Ryder & Yates, Pair's Design Still Force for Good

ryder and yates engineering research station edge
Tony Henderson

Newcastle Journal Live
THE architect Peter Yates once began a lecture with the quote that a city should be “for the convenience of its inhabitants and a surprise to its visitors”.
Well, the Tyneside architectural practice of Peter Yates and Gordon Ryder certainly sprang a few surprises over 30 years from the formation of the partnership in 1953.
Their modernist style produced projects such as the 1965 Norgas House, the first major building in Killingworth New Town in North Tyneside.Two years later they followed up with the award-winning and now listed Engineering Research Station, also in Killingworth, which was later used as offices by North Tyneside Council.
Among Ryder and Yates buildings in Newcastle are MEA House, studios 1 and 5 at the former Tyne Tees TV in City Road, the nearby Salvation Army Men’s Palace overlooking the Tyne and the Vickers factory on Scotswood Road.
The importance of Ryder and Yates has now been recognised by a new book in a series on 20th Century architects by Riba Publishing, English Heritage and the Twentieth Century Society.
Not only is it the first book in the series, but Ryder and Yates is the only practice outside London to be featured.
The author of the book, Ryder and Yates (£20), is architect Rutter Carroll, who lives in Gosforth in Newcastle.
He describes the work of Ryder and Yates as “regional, but also national and even international in the scope of its ideas and in its calibre”.
Peter Buchan is chief executive of Ryder Architecture, which grew out of Ryder and Yates, and has designed the £24m Newcastle City Library which opens to the pubic on Sunday.
He says of the work of Ryder, Yates and colleague Ted Nicklin: “Their passion and unswerving dedication to architecture as a force for good in the world continues to inspire the profession today. It infused every aspect of their lives. The ERS building in Killingworth looks timeless and beautiful. It’s a fantastic piece of integrated architecture.” Rutter says: “They produced a great body of work and it has stood the test of time.”
The partnership began in an office near the Hancock Museum in Newcastle and then moved to Jesmond Road and later to Killingworth.
“It has been suggested that the practice would have gained far more recognition and commissions had it moved to London. But this was never considered,” says Rutter.
“Both partners loved the North East and felt it the ideal place to bring up their families.
“The proximity of the North Sea meant that Gordon Ryder could indulge his passion for sailing , while Peter Yates could paint the Northumbrian countryside that he loved.”
The thrust of modernist architecture to create a brave new world after the Second World War has long been controversial.
Tower blocks, seas of concrete and system building produced a backlash from people who felt it was cutting brutal swathes through towns and cities.

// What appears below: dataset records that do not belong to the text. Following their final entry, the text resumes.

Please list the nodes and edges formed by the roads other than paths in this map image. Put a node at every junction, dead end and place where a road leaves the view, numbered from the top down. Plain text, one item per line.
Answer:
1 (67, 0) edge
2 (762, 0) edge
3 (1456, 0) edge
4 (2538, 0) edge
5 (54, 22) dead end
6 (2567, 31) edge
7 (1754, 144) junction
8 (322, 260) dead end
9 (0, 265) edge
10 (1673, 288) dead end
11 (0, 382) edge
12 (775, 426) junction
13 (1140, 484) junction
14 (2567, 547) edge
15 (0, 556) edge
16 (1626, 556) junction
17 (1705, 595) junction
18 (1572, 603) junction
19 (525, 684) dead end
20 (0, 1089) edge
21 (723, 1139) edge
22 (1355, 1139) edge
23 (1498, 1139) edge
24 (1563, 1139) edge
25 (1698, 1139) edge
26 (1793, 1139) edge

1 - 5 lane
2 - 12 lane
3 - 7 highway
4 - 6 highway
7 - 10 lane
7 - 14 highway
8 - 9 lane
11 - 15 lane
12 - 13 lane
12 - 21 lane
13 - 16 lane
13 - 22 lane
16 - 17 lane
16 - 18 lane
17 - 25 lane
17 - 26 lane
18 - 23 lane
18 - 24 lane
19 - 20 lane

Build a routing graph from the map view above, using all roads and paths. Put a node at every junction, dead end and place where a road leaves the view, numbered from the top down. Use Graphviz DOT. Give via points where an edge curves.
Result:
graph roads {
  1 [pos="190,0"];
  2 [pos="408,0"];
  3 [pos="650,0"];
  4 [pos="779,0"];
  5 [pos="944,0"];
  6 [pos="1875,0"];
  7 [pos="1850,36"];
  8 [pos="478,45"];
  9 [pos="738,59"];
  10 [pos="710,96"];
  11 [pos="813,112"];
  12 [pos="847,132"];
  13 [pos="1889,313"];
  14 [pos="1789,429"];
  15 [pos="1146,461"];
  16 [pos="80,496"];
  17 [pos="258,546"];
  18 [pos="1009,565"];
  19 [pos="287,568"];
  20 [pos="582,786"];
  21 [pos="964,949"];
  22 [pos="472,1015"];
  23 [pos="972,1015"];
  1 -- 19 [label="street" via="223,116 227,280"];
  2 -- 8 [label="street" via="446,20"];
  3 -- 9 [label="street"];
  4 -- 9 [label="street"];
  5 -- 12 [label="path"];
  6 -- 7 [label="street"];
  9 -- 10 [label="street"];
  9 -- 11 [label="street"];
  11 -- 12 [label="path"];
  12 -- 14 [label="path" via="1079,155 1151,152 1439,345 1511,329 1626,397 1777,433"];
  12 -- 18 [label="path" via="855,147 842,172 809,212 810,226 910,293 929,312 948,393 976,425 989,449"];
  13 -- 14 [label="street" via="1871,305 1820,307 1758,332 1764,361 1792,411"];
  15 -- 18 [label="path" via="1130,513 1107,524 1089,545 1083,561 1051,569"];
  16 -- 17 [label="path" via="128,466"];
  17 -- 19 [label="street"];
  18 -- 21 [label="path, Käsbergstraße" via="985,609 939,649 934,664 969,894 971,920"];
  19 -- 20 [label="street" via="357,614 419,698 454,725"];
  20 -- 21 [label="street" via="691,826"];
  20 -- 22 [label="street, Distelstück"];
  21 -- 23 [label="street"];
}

Peter Buchan acknowledges that mistakes were made in the 1950s, 60s and 70s in the push to sweep aside the past for the new.
But he says: “Let’s not chuck the baby out with the bath water.
“I don’t think any generation is able to rationally assess the works of the previous generation. You need the passage of a little bit of time.”
Ryder was a member of Tynemouth Sailing Club and one of his early works in 1951 was their new club house in Prior’s Haven. A clubhouse for Beadnell Sailing Club in Northumberland followed.
The partnership designed a house for builder James Liddell in Grand Parade, Tynemouth. When Mr Liddell wanted to build a tall block of flats on the coast at Whitley Bay, Ryder and Yates produced the 11-storey Beacon House block of 44 luxury flats in 1959 – the first multi-storey residential building in the North East.
Other residences included a house at Stanton Hall, near Morpeth, for Alice Mamourian, who came from a wealthy Northumbrian landowning family.
There were also homes for the Ryders – Trees at Woolsington, on the edge of Newcastle, and Triangles at Riding Mill. In 1962 Newcastle Council commissioned a high profile housing development at North Kenton, with school, pub and shops. Another Ryder and Yates housing development was at Albany Village in Washington.
Commercial work included a Ford garage and showroom for Patterson’s on Scotswood Road and the Amberley office block in Killingworth.
Peter Yates died in 1982, aged 62. Gordon Ryder passed away in 2000.
Peter Buchan says: “I like to think their spirit lives on in Ryder today.”